Olavo de Carvalho

Inconfidência (Belo Horizonte), 25 de agosto de 2003

Um dos traços mais salientes e escandalosos da vida brasileira hoje em dia é a diferença de estatuto social entre dois grupos de “vítimas”: as “vítimas da ditadura” e as “vítimas do terrorismo”. Em ambos os casos, a expressão engloba não somente pessoas que sofreram danos diretos por parte de seus respectivos algozes, mas também seus familiares e descendentes, herdeiros das lágrimas, das dores e do prejuízo. Mas toda semelhança termina aí. No resto, o contraste é brutal. Enquanto os membros do primeiro grupo se deleitam e se lambuzam num festival de belas indenizações estatais e desagravos sem fim nos jornais e na TV, sem contentar-se com isso mas antes enfezando-se e choramingando cada vez mais à medida que seus egos feridos recebem novas e novas satisfações, os do segundo se afundam cada vez mais num silêncio contrito e amedrontado, como se em vez de vítimas fossem criminosos. Ninguém os indeniza, ninguém os consola, ninguém sequer se lembra deles. E há decerto uma boa razão para isso: eles são a prova viva de que os do outro grupo não são inocentes perseguidos, mas cúmplices de crimes hediondos, cujo troco receberam e jamais se conformaram em receber, acreditando-se até hoje merecedores de prêmio e não de castigo pelos seqüestros, homicídios e atentados que praticaram.

De fato, o regime de 1964 não cometeu violência física contra quem quer que fosse, limitando-se a demitir funcionários e a cassar mandatos de políticos acusados de corrupção ou de cumplicidade na agressão armada que, desde 1962, a ditadura cubana vinha fomentando e subsidiando no Brasil.

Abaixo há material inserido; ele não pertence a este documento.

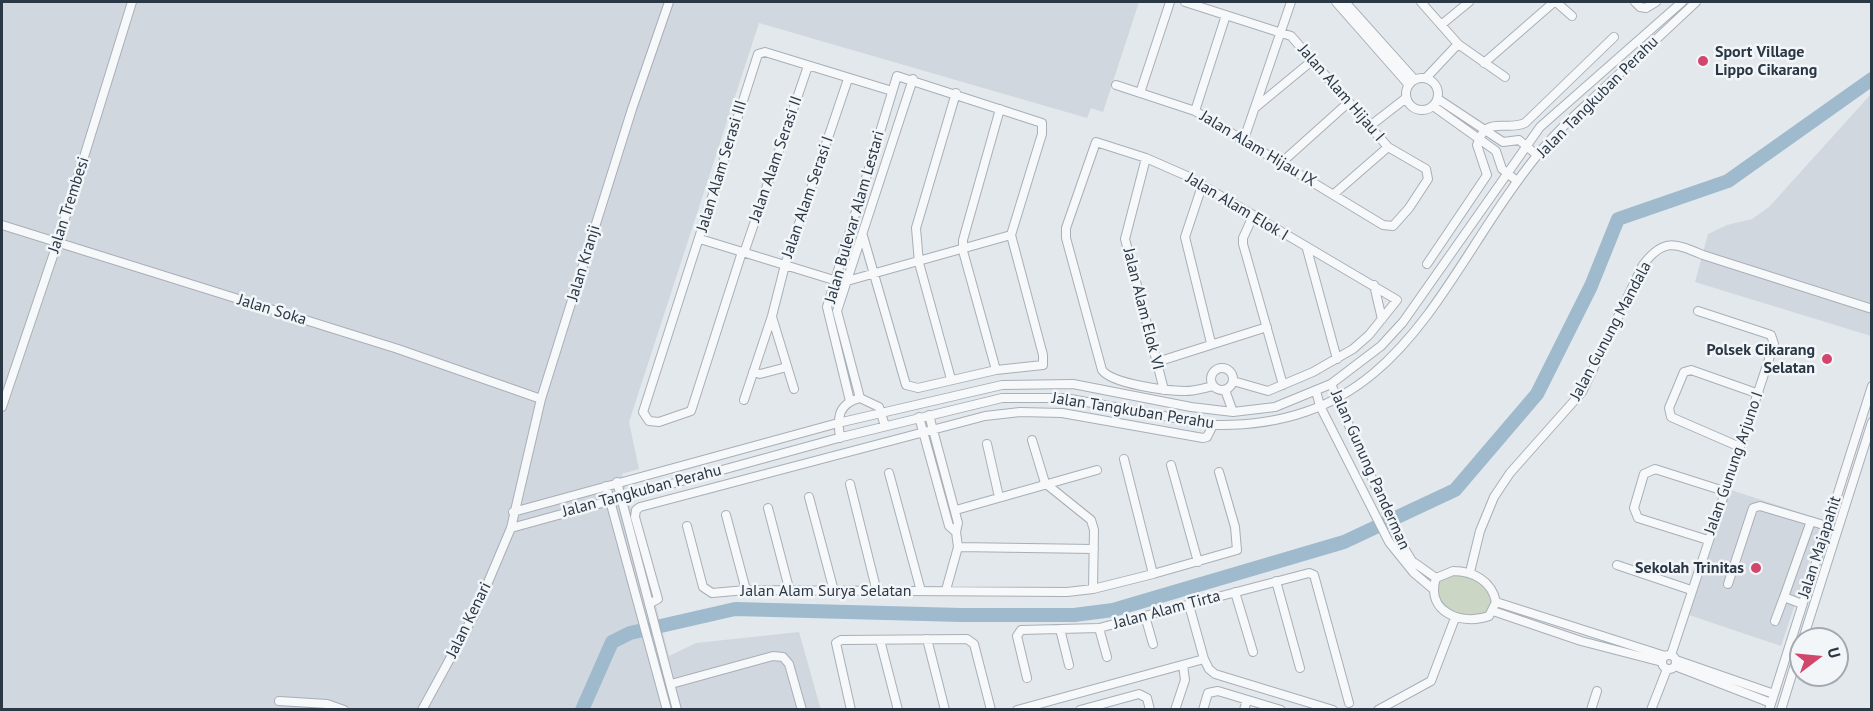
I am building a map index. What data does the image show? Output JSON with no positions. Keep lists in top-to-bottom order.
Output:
{
  "streets": {
    "street": [
      "Jalan Alam Hijau I",
      "Jalan Tangkuban Perahu",
      "Jalan Alam Hijau IX",
      "Jalan Alam Serasi II",
      "Jalan Alam Serasi III",
      "Jalan Alam Serasi I",
      "Jalan Trembesi",
      "Jalan Alam Elok I",
      "Jalan Bulevar Alam Lestari",
      "Jalan Kranji",
      "Jalan Alam Elok VI",
      "Jalan Soka",
      "Jalan Gunung Mandala",
      "Jalan Gunung Arjuno I",
      "Jalan Gunung Panderman",
      "Jalan Majapahit",
      "Jalan Alam Surya Selatan",
      "Jalan Alam Tirta",
      "Jalan Kenari"
    ]
  },
  "crossings": [
    ["Jalan Alam Hijau I", "Jalan Alam Hijau IX"],
    ["Jalan Tangkuban Perahu", "Jalan Kranji"],
    ["Jalan Tangkuban Perahu", "Jalan Gunung Panderman"],
    ["Jalan Tangkuban Perahu", "Jalan Kenari"],
    ["Jalan Alam Serasi II", "Jalan Alam Serasi III"],
    ["Jalan Alam Serasi III", "Jalan Alam Serasi I"],
    ["Jalan Alam Serasi III", "Jalan Bulevar Alam Lestari"],
    ["Jalan Trembesi", "Jalan Soka"],
    ["Jalan Alam Elok I", "Jalan Alam Elok VI"],
    ["Jalan Kranji", "Jalan Soka"],
    ["Jalan Kranji", "Jalan Kenari"],
    ["Jalan Gunung Mandala", "Jalan Gunung Panderman"]
  ],
  "places": ["Sport Village Lippo Cikarang", "Polsek Cikarang Selatan", "Sekolah Trinitas"],
  "north": "right"
}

A violência começou do outro lado. Quando o governo começou a reagir em 1968, organizando a máquina repressiva que terminaria por estrangular a guerrilha rural e urbana, seus inimigos já tinham realizado 84 atentados a bomba e não poderiam esperar que tanta gentileza continuasse indefinidamente sem resposta à altura.

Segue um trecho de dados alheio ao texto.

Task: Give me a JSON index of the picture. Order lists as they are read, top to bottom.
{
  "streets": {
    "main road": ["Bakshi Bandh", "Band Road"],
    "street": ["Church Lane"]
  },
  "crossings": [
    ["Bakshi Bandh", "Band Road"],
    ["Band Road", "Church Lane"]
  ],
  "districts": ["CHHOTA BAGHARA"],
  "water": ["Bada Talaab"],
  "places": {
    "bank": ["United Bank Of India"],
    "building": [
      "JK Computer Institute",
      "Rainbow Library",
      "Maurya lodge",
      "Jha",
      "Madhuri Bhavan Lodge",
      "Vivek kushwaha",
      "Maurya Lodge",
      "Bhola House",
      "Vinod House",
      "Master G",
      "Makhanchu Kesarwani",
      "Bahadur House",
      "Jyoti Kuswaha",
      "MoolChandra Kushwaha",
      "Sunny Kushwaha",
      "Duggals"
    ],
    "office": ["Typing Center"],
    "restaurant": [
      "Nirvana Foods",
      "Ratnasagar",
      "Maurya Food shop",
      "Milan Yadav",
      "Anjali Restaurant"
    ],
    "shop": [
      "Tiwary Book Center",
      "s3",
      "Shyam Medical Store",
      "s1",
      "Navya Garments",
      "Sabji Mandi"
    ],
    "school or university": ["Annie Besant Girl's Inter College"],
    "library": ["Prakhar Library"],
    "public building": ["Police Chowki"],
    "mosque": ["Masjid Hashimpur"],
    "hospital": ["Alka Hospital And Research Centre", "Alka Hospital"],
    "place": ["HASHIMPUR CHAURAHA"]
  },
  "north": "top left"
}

No cômputo final, houve mais ou menos 300 mortos entre os esquerdistas, 200 entre os agentes do governo, nenhum dos lados podendo, razoavelmente, alegar que só levou pancadas sem dar nenhuma. E restará sempre aos adeptos do regime militar a alegação verídica de que sua violência foi inteiramente reativa, e aliás moderadíssima quando se compara a vasta desproporção de forças com a pequena diferença do número de vítimas. Os homens do governo poderiam ter matado a esquerda inteira: limitaram-se a matar o suficiente para não morrer.

É absolutamente inaceitável o argumento que procura falsear esse equilíbrio alegando que havia uma diferença de valor moral entre os motivos de um lado e do outro, que uns defendiam uma ditadura e outros lutavam pela democracia. Pois estes últimos tinham sua central de comando e sua base de operações em Cuba, uma tirania sangrenta que, àquela altura, já havia matado 14 mil civis desarmados. Não há sinceridade nem moral em sujeitos que, a pretexto de lutar contra uma ditadura, se aliam a outra mil vezes mais repressiva e até genocida.

Na melhor e mais branda das hipóteses, isto é, descontando-se as razões subjetivas de parte a parte, mortos são mortos e mereceriam um tratamento igualmente respeitoso, vítimas são vítimas e mereceriam iguais desagravos, danos são danos e mereceriam iguais reparações.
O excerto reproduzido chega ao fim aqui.